1) Is it possible to easily create repositories to lower levels, without altering the main one? There are several developers working concurrently, and we need to update the entire repository each time we commit. Sometimes one of the developers is commiting into an area that is entirely separate from other that's just been modified. Is there a good solution? I know I can create some new repositories on lower levels, but it means to manage a lot of them.

2) We've got 9500 revisions, and maybe the first 6000 are not really useful for us. Can we eliminate them and stay with the latest? (and how?) We've realised that commiting a single file (20KB) means sometimes to upload about 2MB/3MB of data to the server, and it's highly inefficient!

Thanks in advance!

Question information

Language:
English Edit question
Status:
Solved
For:
Bazaar Edit question
Assignee:
No assignee Edit question
Solved by:
Martin Pool
Solved:
Last query:
Last reply:
Revision history for this message
Best Martin Pool (mbp) said :
#1

Hi Miguel,

First of all, if you have a large repository and a lot of users, I would really recommend you look into using bzr+ssh rather than sftp. It will be able to do more work on the server and it will be substantially faster.

> 1) Is it possible to easily create repositories to lower levels, without altering the main one?

I'm not quite sure what you mean. Do you mean you want to put some of the branches into separate repositories?

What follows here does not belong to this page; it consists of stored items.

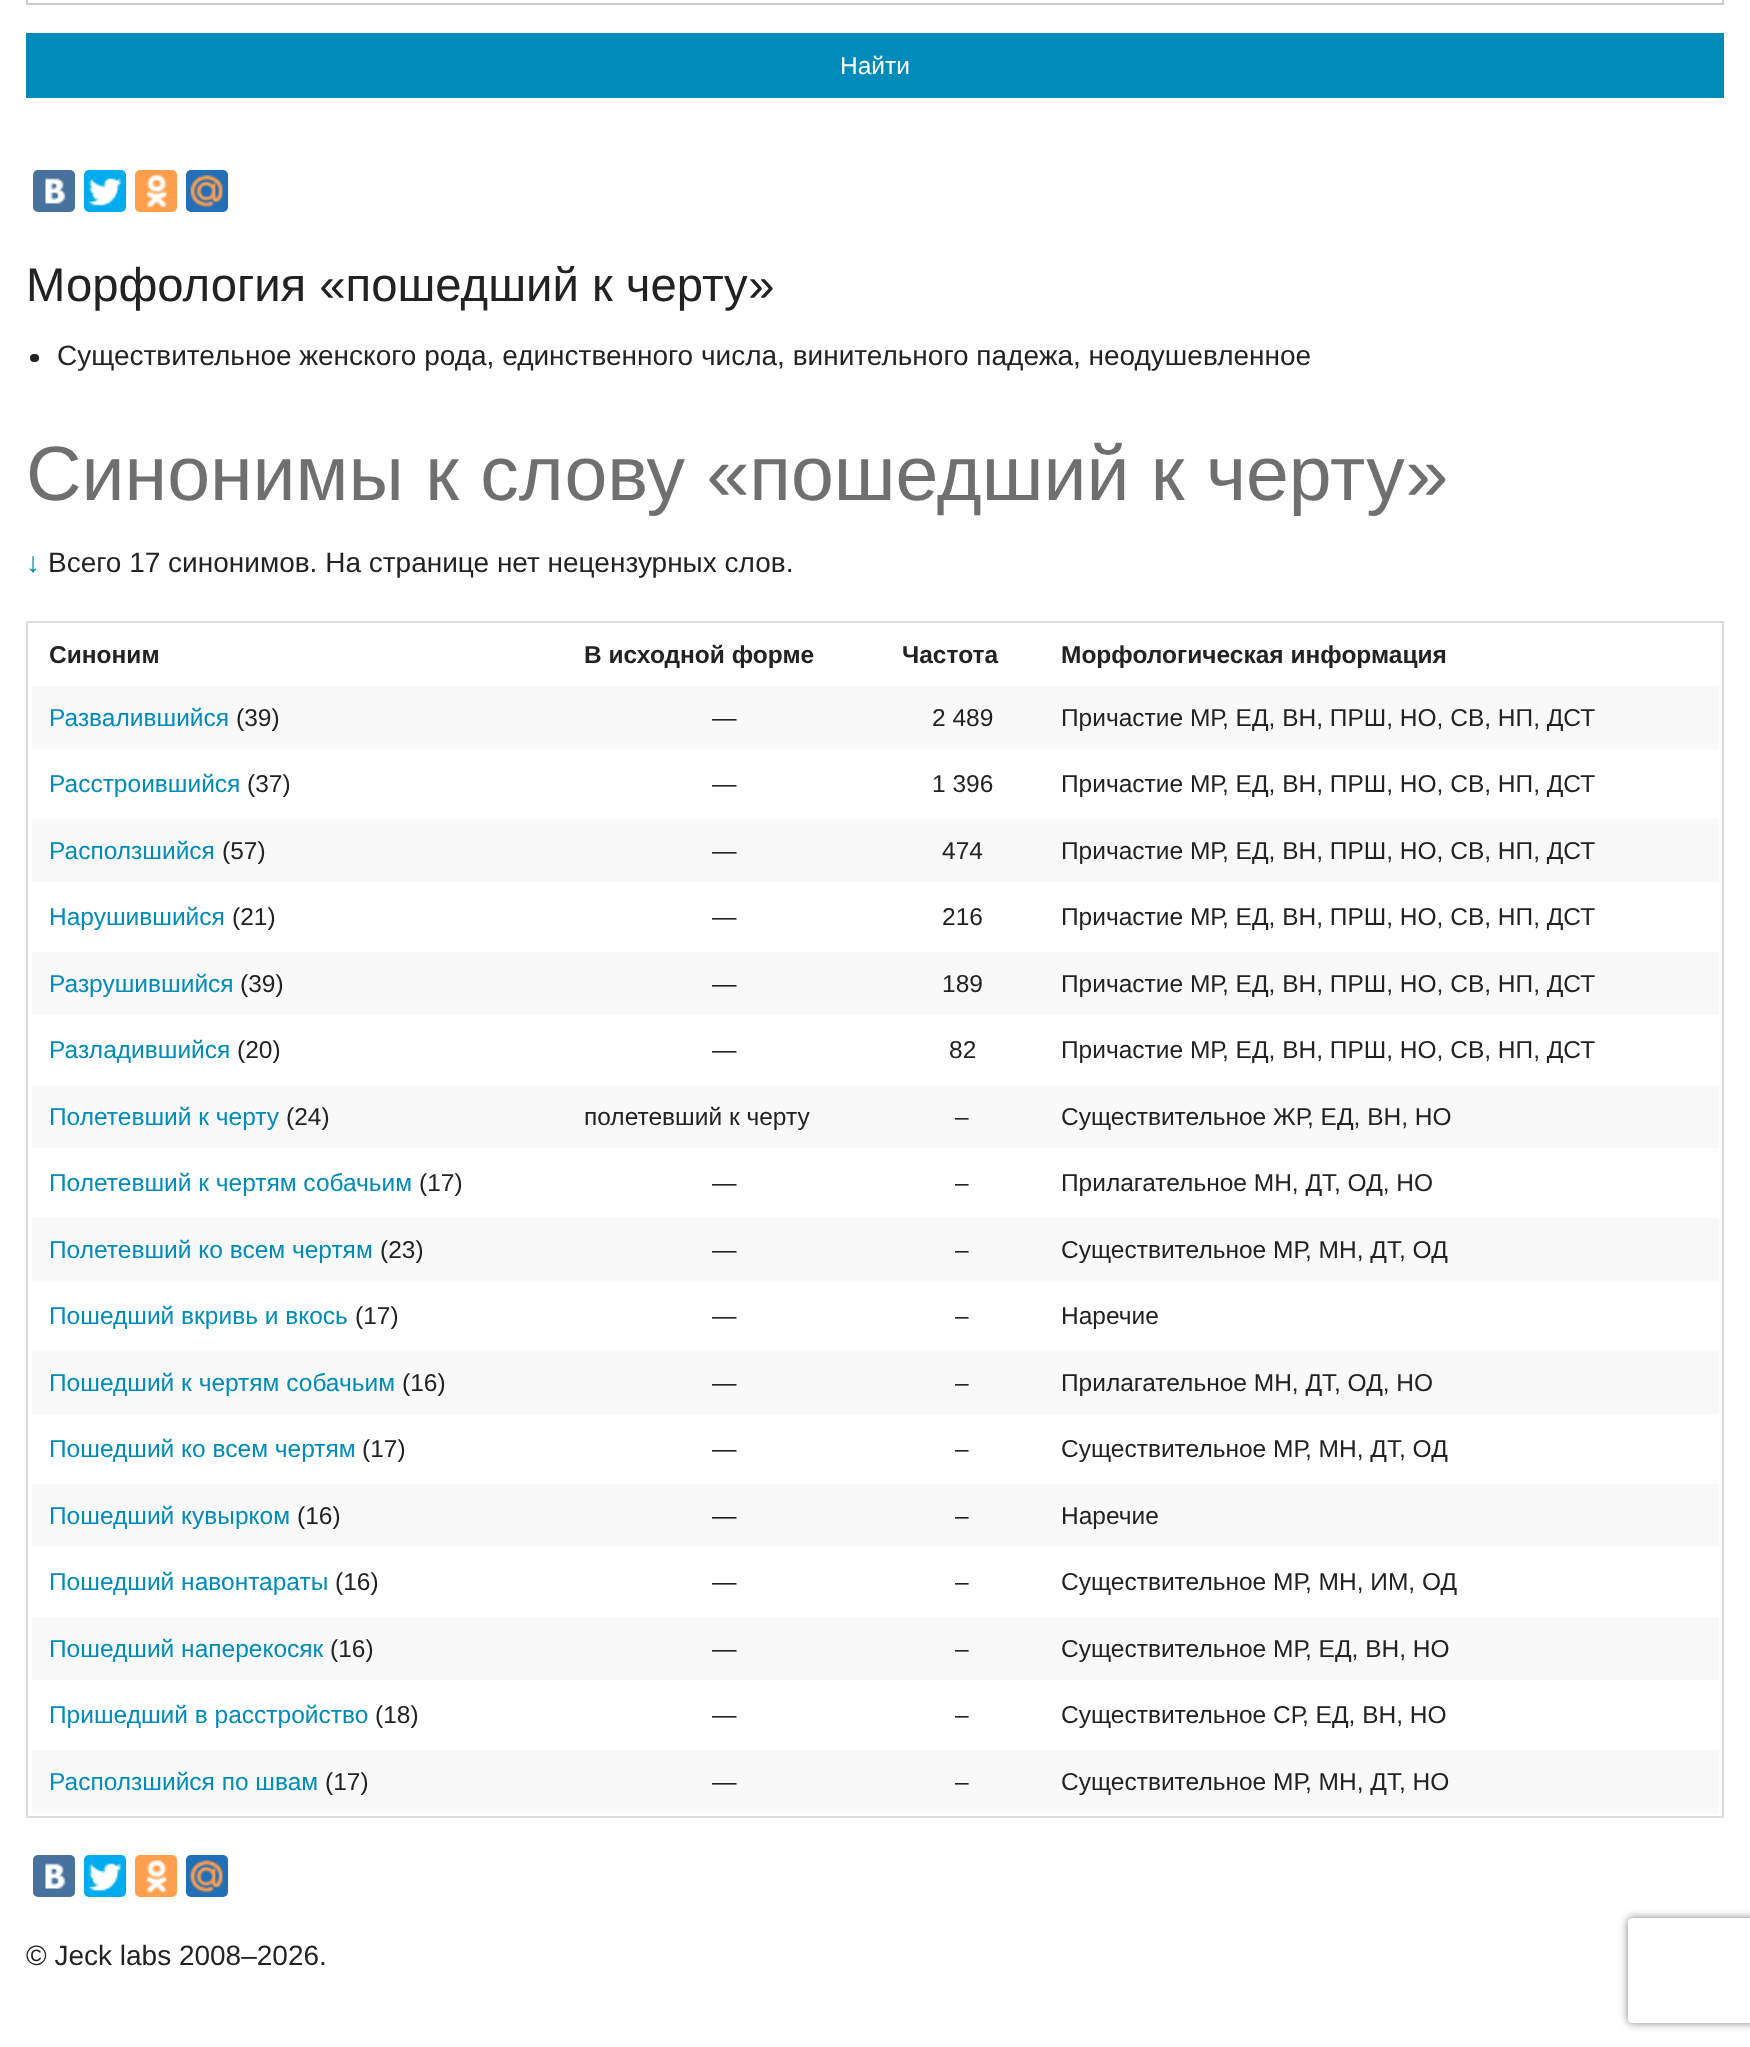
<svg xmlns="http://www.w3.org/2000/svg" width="1750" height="2047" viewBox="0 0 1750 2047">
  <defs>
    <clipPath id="clip1"><path d="M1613 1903H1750V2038H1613ZM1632 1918H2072C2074 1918 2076 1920 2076 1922V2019C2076 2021 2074 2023 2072 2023H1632C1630 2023 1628 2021 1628 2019V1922C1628 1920 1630 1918 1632 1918Z" clip-rule="evenodd"/></clipPath>
  </defs>
  <rect width="100%" height="100%" fill="rgb(255,255,255)"/>
  <rect x="27" y="-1" width="1696" height="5" fill="none" stroke="rgb(204,204,204)" stroke-width="2"/>
  <rect x="26" y="33" width="1698" height="65" fill="rgb(0,140,186)"/>
  <text x="840" y="74" font-family="Liberation Sans" font-size="24.5" fill="rgb(255,255,255)">Найти</text>
  <rect x="33" y="170" width="42" height="42" rx="5" fill="rgb(72,114,158)"/>
  <image x="45" y="178" width="21" height="26" href="pic1.png"/>
  <rect x="84" y="170" width="42" height="42" rx="5" fill="rgb(0,172,237)"/>
  <image x="88" y="178" width="34" height="28" href="pic2.png"/>
  <rect x="135" y="170" width="42" height="42" rx="5" fill="rgb(255,159,77)"/>
  <image x="146" y="174" width="21" height="34" href="pic3.png"/>
  <rect x="186" y="170" width="42" height="42" rx="5" fill="rgb(34,110,183)"/>
  <image x="190" y="174" width="33" height="34" href="pic4.png"/>
  <text x="26" y="301" font-family="Liberation Sans" font-size="47.25" fill="rgb(34,34,34)">Морфология «пошедший к черту»</text>
  <rect x="30" y="354" width="9" height="8" rx="4" fill="rgb(34,34,34)"/>
  <text x="57" y="365" font-family="Liberation Sans" font-size="28" fill="rgb(34,34,34)">Существительное женского рода, единственного числа, винительного падежа, неодушевленное</text>
  <text x="26" y="500" font-family="Liberation Sans" font-size="77" fill="rgb(111,111,111)">Синонимы к слову «пошедший к черту»</text>
  <text x="26" y="572" font-family="Liberation Sans" font-size="28" fill="rgb(0,140,186)">↓</text>
  <text x="48" y="572" font-family="Liberation Sans" font-size="28" fill="rgb(34,34,34)">Всего 17 синонимов. На странице нет нецензурных слов.</text>
  <rect x="27" y="622" width="1696" height="1195" fill="none" stroke="rgb(221,221,221)" stroke-width="2"/>
  <g font-family="Liberation Sans" font-size="24.5" font-weight="bold" fill="rgb(34,34,34)">
    <text x="49" y="663">Синоним</text>
    <text x="584" y="663">В исходной форме</text>
    <text x="902" y="663">Частота</text>
    <text x="1061" y="663">Морфологическая информация</text>
  </g>
  <rect x="32" y="686" width="1687" height="63" fill="rgb(249,249,249)"/>
  <text x="49" y="726" font-family="Liberation Sans" font-size="24.5" fill="rgb(0,140,186)">Развалившийся</text>
  <g font-family="Liberation Sans" font-size="24.5" fill="rgb(34,34,34)">
    <text x="236" y="726">(39)</text>
    <text x="712" y="726">—</text>
    <text x="932" y="726">2 489</text>
    <text x="1061" y="726">Причастие МР</text>
    <text x="1222" y="726">, ЕД, ВН, ПРШ, НО, СВ, НП, ДСТ</text>
  </g>
  <text x="49" y="792" font-family="Liberation Sans" font-size="24.5" fill="rgb(0,140,186)">Расстроившийся</text>
  <g font-family="Liberation Sans" font-size="24.5" fill="rgb(34,34,34)">
    <text x="247" y="792">(37)</text>
    <text x="712" y="792">—</text>
    <text x="932" y="792">1 396</text>
    <text x="1061" y="792">Причастие МР</text>
    <text x="1222" y="792">, ЕД, ВН, ПРШ, НО, СВ, НП, ДСТ</text>
  </g>
  <rect x="32" y="819" width="1687" height="63" fill="rgb(249,249,249)"/>
  <text x="49" y="859" font-family="Liberation Sans" font-size="24.5" fill="rgb(0,140,186)">Расползшийся</text>
  <g font-family="Liberation Sans" font-size="24.5" fill="rgb(34,34,34)">
    <text x="222" y="859">(57)</text>
    <text x="712" y="859">—</text>
    <text x="942" y="859">474</text>
    <text x="1061" y="859">Причастие МР</text>
    <text x="1222" y="859">, ЕД, ВН, ПРШ, НО, СВ, НП, ДСТ</text>
  </g>
  <text x="49" y="925" font-family="Liberation Sans" font-size="24.5" fill="rgb(0,140,186)">Нарушившийся</text>
  <g font-family="Liberation Sans" font-size="24.5" fill="rgb(34,34,34)">
    <text x="232" y="925">(21)</text>
    <text x="712" y="925">—</text>
    <text x="942" y="925">216</text>
    <text x="1061" y="925">Причастие МР</text>
    <text x="1222" y="925">, ЕД, ВН, ПРШ, НО, СВ, НП, ДСТ</text>
  </g>
  <rect x="32" y="952" width="1687" height="63" fill="rgb(249,249,249)"/>
  <text x="49" y="992" font-family="Liberation Sans" font-size="24.5" fill="rgb(0,140,186)">Разрушившийся</text>
  <g font-family="Liberation Sans" font-size="24.5" fill="rgb(34,34,34)">
    <text x="240" y="992">(39)</text>
    <text x="712" y="992">—</text>
    <text x="942" y="992">189</text>
    <text x="1061" y="992">Причастие МР</text>
    <text x="1222" y="992">, ЕД, ВН, ПРШ, НО, СВ, НП, ДСТ</text>
  </g>
  <text x="49" y="1058" font-family="Liberation Sans" font-size="24.5" fill="rgb(0,140,186)">Разладившийся</text>
  <g font-family="Liberation Sans" font-size="24.5" fill="rgb(34,34,34)">
    <text x="237" y="1058">(20)</text>
    <text x="712" y="1058">—</text>
    <text x="949" y="1058">82</text>
    <text x="1061" y="1058">Причастие МР</text>
    <text x="1222" y="1058">, ЕД, ВН, ПРШ, НО, СВ, НП, ДСТ</text>
  </g>
  <rect x="32" y="1085" width="1687" height="63" fill="rgb(249,249,249)"/>
  <text x="49" y="1125" font-family="Liberation Sans" font-size="24.5" fill="rgb(0,140,186)">Полетевший к черту</text>
  <g font-family="Liberation Sans" font-size="24.5" fill="rgb(34,34,34)">
    <text x="286" y="1125">(24)</text>
    <text x="584" y="1125">полетевший к черту</text>
    <text x="955" y="1125">–</text>
    <text x="1061" y="1125">Существительное ЖР</text>
    <text x="1307" y="1125">, ЕД, ВН, НО</text>
  </g>
  <text x="49" y="1191" font-family="Liberation Sans" font-size="24.5" fill="rgb(0,140,186)">Полетевший к чертям собачьим</text>
  <g font-family="Liberation Sans" font-size="24.5" fill="rgb(34,34,34)">
    <text x="419" y="1191">(17)</text>
    <text x="712" y="1191">—</text>
    <text x="955" y="1191">–</text>
    <text x="1061" y="1191">Прилагательное МН, ДТ</text>
    <text x="1334" y="1191">, ОД, НО</text>
  </g>
  <rect x="32" y="1218" width="1687" height="63" fill="rgb(249,249,249)"/>
  <text x="49" y="1258" font-family="Liberation Sans" font-size="24.5" fill="rgb(0,140,186)">Полетевший ко всем чертям</text>
  <g font-family="Liberation Sans" font-size="24.5" fill="rgb(34,34,34)">
    <text x="380" y="1258">(23)</text>
    <text x="712" y="1258">—</text>
    <text x="955" y="1258">–</text>
    <text x="1061" y="1258">Существительное МР</text>
    <text x="1305" y="1258">, МН, ДТ</text>
    <text x="1399" y="1258">, ОД</text>
  </g>
  <text x="49" y="1324" font-family="Liberation Sans" font-size="24.5" fill="rgb(0,140,186)">Пошедший вкривь и вкось</text>
  <g font-family="Liberation Sans" font-size="24.5" fill="rgb(34,34,34)">
    <text x="355" y="1324">(17)</text>
    <text x="712" y="1324">—</text>
    <text x="955" y="1324">–</text>
    <text x="1061" y="1324">Наречие</text>
  </g>
  <rect x="32" y="1351" width="1687" height="63" fill="rgb(249,249,249)"/>
  <text x="49" y="1391" font-family="Liberation Sans" font-size="24.5" fill="rgb(0,140,186)">Пошедший к чертям собачьим</text>
  <g font-family="Liberation Sans" font-size="24.5" fill="rgb(34,34,34)">
    <text x="402" y="1391">(16)</text>
    <text x="712" y="1391">—</text>
    <text x="955" y="1391">–</text>
    <text x="1061" y="1391">Прилагательное МН, ДТ</text>
    <text x="1334" y="1391">, ОД, НО</text>
  </g>
  <text x="49" y="1457" font-family="Liberation Sans" font-size="24.5" fill="rgb(0,140,186)">Пошедший ко всем чертям</text>
  <g font-family="Liberation Sans" font-size="24.5" fill="rgb(34,34,34)">
    <text x="362" y="1457">(17)</text>
    <text x="712" y="1457">—</text>
    <text x="955" y="1457">–</text>
    <text x="1061" y="1457">Существительное МР</text>
    <text x="1305" y="1457">, МН, ДТ</text>
    <text x="1399" y="1457">, ОД</text>
  </g>
  <rect x="32" y="1484" width="1687" height="63" fill="rgb(249,249,249)"/>
  <text x="49" y="1524" font-family="Liberation Sans" font-size="24.5" fill="rgb(0,140,186)">Пошедший кувырком</text>
  <g font-family="Liberation Sans" font-size="24.5" fill="rgb(34,34,34)">
    <text x="297" y="1524">(16)</text>
    <text x="712" y="1524">—</text>
    <text x="955" y="1524">–</text>
    <text x="1061" y="1524">Наречие</text>
  </g>
  <text x="49" y="1590" font-family="Liberation Sans" font-size="24.5" fill="rgb(0,140,186)">Пошедший навонтараты</text>
  <g font-family="Liberation Sans" font-size="24.5" fill="rgb(34,34,34)">
    <text x="335" y="1590">(16)</text>
    <text x="712" y="1590">—</text>
    <text x="955" y="1590">–</text>
    <text x="1061" y="1590">Существительное МР</text>
    <text x="1305" y="1590">, МН, ИМ, ОД</text>
  </g>
  <rect x="32" y="1617" width="1687" height="63" fill="rgb(249,249,249)"/>
  <text x="49" y="1657" font-family="Liberation Sans" font-size="24.5" fill="rgb(0,140,186)">Пошедший наперекосяк</text>
  <g font-family="Liberation Sans" font-size="24.5" fill="rgb(34,34,34)">
    <text x="330" y="1657">(16)</text>
    <text x="712" y="1657">—</text>
    <text x="955" y="1657">–</text>
    <text x="1061" y="1657">Существительное МР</text>
    <text x="1305" y="1657">, ЕД, ВН, НО</text>
  </g>
  <text x="49" y="1723" font-family="Liberation Sans" font-size="24.5" fill="rgb(0,140,186)">Пришедший в расстройство</text>
  <g font-family="Liberation Sans" font-size="24.5" fill="rgb(34,34,34)">
    <text x="375" y="1723">(18)</text>
    <text x="712" y="1723">—</text>
    <text x="955" y="1723">–</text>
    <text x="1061" y="1723">Существительное СР</text>
    <text x="1302" y="1723">, ЕД, ВН, НО</text>
  </g>
  <rect x="32" y="1750" width="1687" height="63" fill="rgb(249,249,249)"/>
  <text x="49" y="1790" font-family="Liberation Sans" font-size="24.5" fill="rgb(0,140,186)">Расползшийся по швам</text>
  <g font-family="Liberation Sans" font-size="24.5" fill="rgb(34,34,34)">
    <text x="325" y="1790">(17)</text>
    <text x="712" y="1790">—</text>
    <text x="955" y="1790">–</text>
    <text x="1061" y="1790">Существительное МР</text>
    <text x="1305" y="1790">, МН, ДТ</text>
    <text x="1399" y="1790">, НО</text>
  </g>
  <rect x="33" y="1855" width="42" height="42" rx="5" fill="rgb(72,114,158)"/>
  <image x="45" y="1863" width="21" height="26" href="pic5.png"/>
  <rect x="84" y="1855" width="42" height="42" rx="5" fill="rgb(0,172,237)"/>
  <image x="88" y="1863" width="34" height="28" href="pic6.png"/>
  <rect x="135" y="1855" width="42" height="42" rx="5" fill="rgb(255,159,77)"/>
  <image x="146" y="1860" width="21" height="33" href="pic7.png"/>
  <rect x="186" y="1855" width="42" height="42" rx="5" fill="rgb(34,110,183)"/>
  <image x="190" y="1860" width="33" height="33" href="pic8.png"/>
  <text x="26" y="1965" font-family="Liberation Sans" font-size="28" fill="rgb(34,34,34)">© Jeck labs 2008–2026.</text>
  <g clip-path="url(#clip1)">
    <rect x="1628" y="1918" width="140" height="105" rx="4" fill="rgb(128,128,128)" filter="blur(4.5px)"/>
  </g>
</svg>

> 2) We've got 9500 revisions, and maybe the first 6000 are not really useful for us.

Have a look at bzr-rewrite <http://wiki.bazaar.canonical.com/Rewrite>

> We've realised that commiting a single file (20KB) means sometimes to upload about 2MB/3MB of data to the server, and it's highly inefficient!

This will be much better if you use bzr+ssh.

Revision history for this message
Miguel Delgado (mdelgado-bodaclick) said :
#2

Hi Martin,

It really goes faster with bzr+ssh and it fixes my main problems quickly. Thanks for your answer! Thanks for your advice with bzr-rewrite too.

Sorry for my English, maybe I didn't explain properly: I've got just one repository (quite big) and many areas of this unique repository are almost separate. I was asking for an easy way to separate jobs between developers: it has no sense that a developer must update another job from another area to commit his own job in his own area. Our problem now is that all areas are under the same repository.

Thanks again for all.

Revision history for this message
Miguel Delgado (mdelgado-bodaclick) said :
#3

Thanks Martin Pool, that solved my question.